→ **Data listing**:
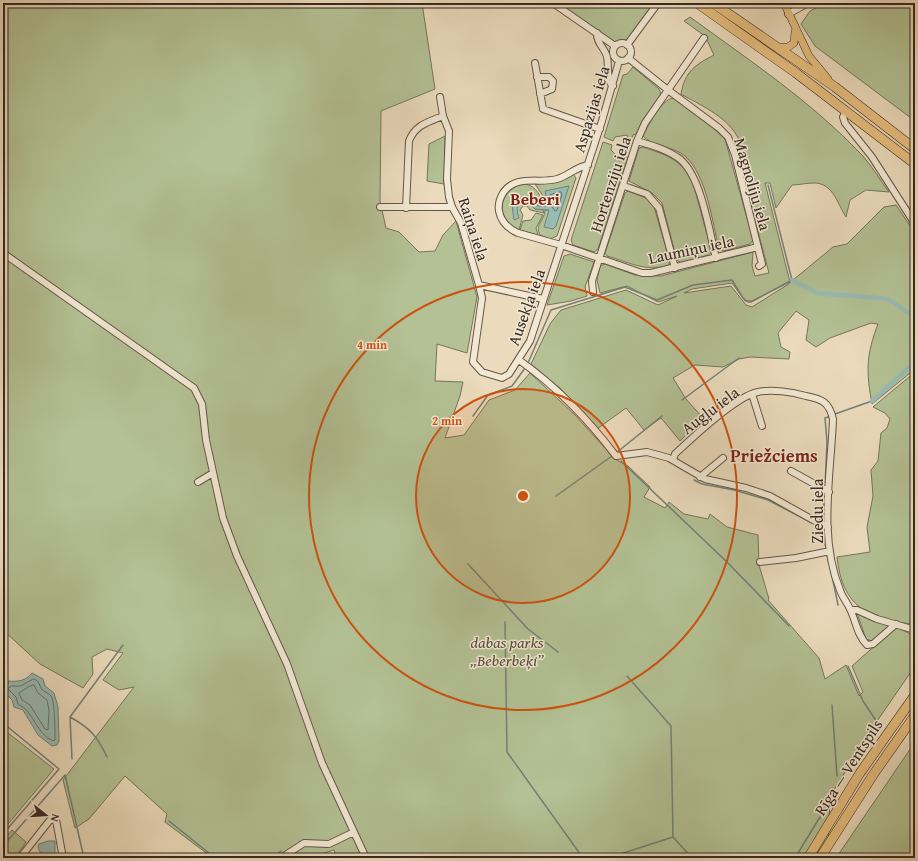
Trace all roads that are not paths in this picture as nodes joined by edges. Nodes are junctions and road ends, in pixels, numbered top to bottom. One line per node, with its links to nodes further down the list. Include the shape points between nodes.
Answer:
1 (553, 3): 11 (street)
2 (652, 3): 8 (street)
3 (658, 3): 8 (street)
4 (697, 3): 25 (highway, via 796,72)
5 (713, 3): 15 (highway)
6 (784, 3): 9 (main road)
7 (808, 3): 9 (street)
8 (652, 10): 13 (street)
9 (788, 14): 10 (main road)
10 (795, 28): 15 (main road, via 794,43 788,47); 21 (main road, via 816,66)
11 (597, 34): 14 (street); 20 (street, via 596,38 607,59 609,81)
12 (704, 38): 22 (street, Hortenziju iela)
13 (627, 45): 14 (street); 16 (street, via 630,51)
14 (615, 46): 17 (street, via 614,56)
15 (778, 48): 21 (highway)
16 (628, 58): 17 (street); 22 (street, Magnoliju iela)
17 (619, 61): 20 (street, Aspazijas iela)
18 (535, 63): 19 (street)
19 (537, 77): 23 (street); 23 (street, via 549,77 553,81 552,89)
20 (613, 86): 27 (street, Aspazijas iela)
21 (834, 87): 29 (highway)
22 (668, 90): 28 (street, Hortenziju iela); 38 (street, Magnoliju iela, via 728,137 735,155)
23 (540, 94): 27 (street, via 543,109)
24 (440, 97): 26 (street, Raiņa iela)
25 (846, 111): 30 (highway); 36 (street, via 843,117 845,123 872,157)
26 (442, 116): 34 (street, Raiņa iela, via 449,131 447,179); 35 (street, via 420,125 411,135)
27 (600, 129): 31 (street, Aspazijas iela)
28 (637, 141): 32 (street, Hortenziju iela); 41 (street, via 678,157 690,170 697,184)
29 (915, 149)
30 (915, 164)
31 (588, 165): 37 (street, Aspazijas iela); 37 (street, Aspazijas iela, via 557,179 518,182 505,190 500,200 500,215 512,230)
32 (624, 186): 40 (street, Hortenziju iela); 43 (street, via 647,194 659,208)
33 (380, 207): 35 (street)
34 (452, 207): 35 (street); 44 (street, Raiņa iela, via 461,223)
35 (406, 208)
36 (915, 224)
37 (561, 245): 40 (street, Laumiņu iela); 46 (street, Ausekļa iela)
38 (758, 247): 41 (street, Laumiņu iela); 42 (street, Magnoliju iela, via 762,264)
39 (3, 253): 54 (street, via 194,388 202,404)
40 (599, 258): 43 (street, Laumiņu iela, via 642,273 651,274); 45 (street, Hortenziju iela, via 592,280)
41 (716, 258): 43 (street, Laumiņu iela)
42 (759, 266)
43 (675, 268)
44 (479, 285): 46 (street, Raiņa iela); 47 (street, Ausekļa iela, via 482,298 473,362 482,372 502,378 509,374)
45 (593, 292)
46 (543, 299): 47 (street, Ausekļa iela, via 530,341)
47 (519, 360): 52 (street, via 559,391 584,416 616,456 647,452)
48 (752, 394): 49 (street, Augļu iela, via 768,391 819,399 828,404); 50 (street); 52 (street, Augļu iela, via 736,403 695,436 675,454)
49 (832, 415): 57 (street, Ziedu iela)
50 (762, 426)
51 (723, 458): 55 (street)
52 (673, 460): 55 (street)
53 (792, 470): 57 (street)
54 (213, 473): 56 (street); 66 (street, via 223,518 287,664 322,763)
55 (700, 477): 58 (street, via 762,493)
56 (198, 482)
57 (829, 492): 58 (street, Ziedu iela)
58 (828, 527): 59 (street, Ziedu iela)
59 (830, 551): 60 (street); 61 (street, Ziedu iela, via 840,590)
60 (760, 562)
61 (851, 610): 62 (street); 62 (street, via 863,641 869,646)
62 (896, 624): 63 (street)
63 (915, 630)
64 (915, 695): 71 (highway, Rīga — Ventspils, via 860,773)
65 (915, 715): 72 (highway, Rīga — Ventspils)
66 (354, 832): 69 (street, via 329,844 304,843); 70 (street)
67 (20, 858): 68 (street, via 50,820 56,820)
68 (63, 858)
69 (281, 858)
70 (366, 858)
71 (808, 858)
72 (820, 858)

→ **Required action**: The records above are to be copied exactly, with no pictures carried over.

→ **The completed task**:
Trace all roads that are not paths in this picture as nodes joined by edges. Nodes are junctions and road ends, in pixels, numbered top to bottom. One line per node, with its links to nodes further down the list. Include the shape points between nodes.
Answer:
1 (553, 3): 11 (street)
2 (652, 3): 8 (street)
3 (658, 3): 8 (street)
4 (697, 3): 25 (highway, via 796,72)
5 (713, 3): 15 (highway)
6 (784, 3): 9 (main road)
7 (808, 3): 9 (street)
8 (652, 10): 13 (street)
9 (788, 14): 10 (main road)
10 (795, 28): 15 (main road, via 794,43 788,47); 21 (main road, via 816,66)
11 (597, 34): 14 (street); 20 (street, via 596,38 607,59 609,81)
12 (704, 38): 22 (street, Hortenziju iela)
13 (627, 45): 14 (street); 16 (street, via 630,51)
14 (615, 46): 17 (street, via 614,56)
15 (778, 48): 21 (highway)
16 (628, 58): 17 (street); 22 (street, Magnoliju iela)
17 (619, 61): 20 (street, Aspazijas iela)
18 (535, 63): 19 (street)
19 (537, 77): 23 (street); 23 (street, via 549,77 553,81 552,89)
20 (613, 86): 27 (street, Aspazijas iela)
21 (834, 87): 29 (highway)
22 (668, 90): 28 (street, Hortenziju iela); 38 (street, Magnoliju iela, via 728,137 735,155)
23 (540, 94): 27 (street, via 543,109)
24 (440, 97): 26 (street, Raiņa iela)
25 (846, 111): 30 (highway); 36 (street, via 843,117 845,123 872,157)
26 (442, 116): 34 (street, Raiņa iela, via 449,131 447,179); 35 (street, via 420,125 411,135)
27 (600, 129): 31 (street, Aspazijas iela)
28 (637, 141): 32 (street, Hortenziju iela); 41 (street, via 678,157 690,170 697,184)
29 (915, 149)
30 (915, 164)
31 (588, 165): 37 (street, Aspazijas iela); 37 (street, Aspazijas iela, via 557,179 518,182 505,190 500,200 500,215 512,230)
32 (624, 186): 40 (street, Hortenziju iela); 43 (street, via 647,194 659,208)
33 (380, 207): 35 (street)
34 (452, 207): 35 (street); 44 (street, Raiņa iela, via 461,223)
35 (406, 208)
36 (915, 224)
37 (561, 245): 40 (street, Laumiņu iela); 46 (street, Ausekļa iela)
38 (758, 247): 41 (street, Laumiņu iela); 42 (street, Magnoliju iela, via 762,264)
39 (3, 253): 54 (street, via 194,388 202,404)
40 (599, 258): 43 (street, Laumiņu iela, via 642,273 651,274); 45 (street, Hortenziju iela, via 592,280)
41 (716, 258): 43 (street, Laumiņu iela)
42 (759, 266)
43 (675, 268)
44 (479, 285): 46 (street, Raiņa iela); 47 (street, Ausekļa iela, via 482,298 473,362 482,372 502,378 509,374)
45 (593, 292)
46 (543, 299): 47 (street, Ausekļa iela, via 530,341)
47 (519, 360): 52 (street, via 559,391 584,416 616,456 647,452)
48 (752, 394): 49 (street, Augļu iela, via 768,391 819,399 828,404); 50 (street); 52 (street, Augļu iela, via 736,403 695,436 675,454)
49 (832, 415): 57 (street, Ziedu iela)
50 (762, 426)
51 (723, 458): 55 (street)
52 (673, 460): 55 (street)
53 (792, 470): 57 (street)
54 (213, 473): 56 (street); 66 (street, via 223,518 287,664 322,763)
55 (700, 477): 58 (street, via 762,493)
56 (198, 482)
57 (829, 492): 58 (street, Ziedu iela)
58 (828, 527): 59 (street, Ziedu iela)
59 (830, 551): 60 (street); 61 (street, Ziedu iela, via 840,590)
60 (760, 562)
61 (851, 610): 62 (street); 62 (street, via 863,641 869,646)
62 (896, 624): 63 (street)
63 (915, 630)
64 (915, 695): 71 (highway, Rīga — Ventspils, via 860,773)
65 (915, 715): 72 (highway, Rīga — Ventspils)
66 (354, 832): 69 (street, via 329,844 304,843); 70 (street)
67 (20, 858): 68 (street, via 50,820 56,820)
68 (63, 858)
69 (281, 858)
70 (366, 858)
71 (808, 858)
72 (820, 858)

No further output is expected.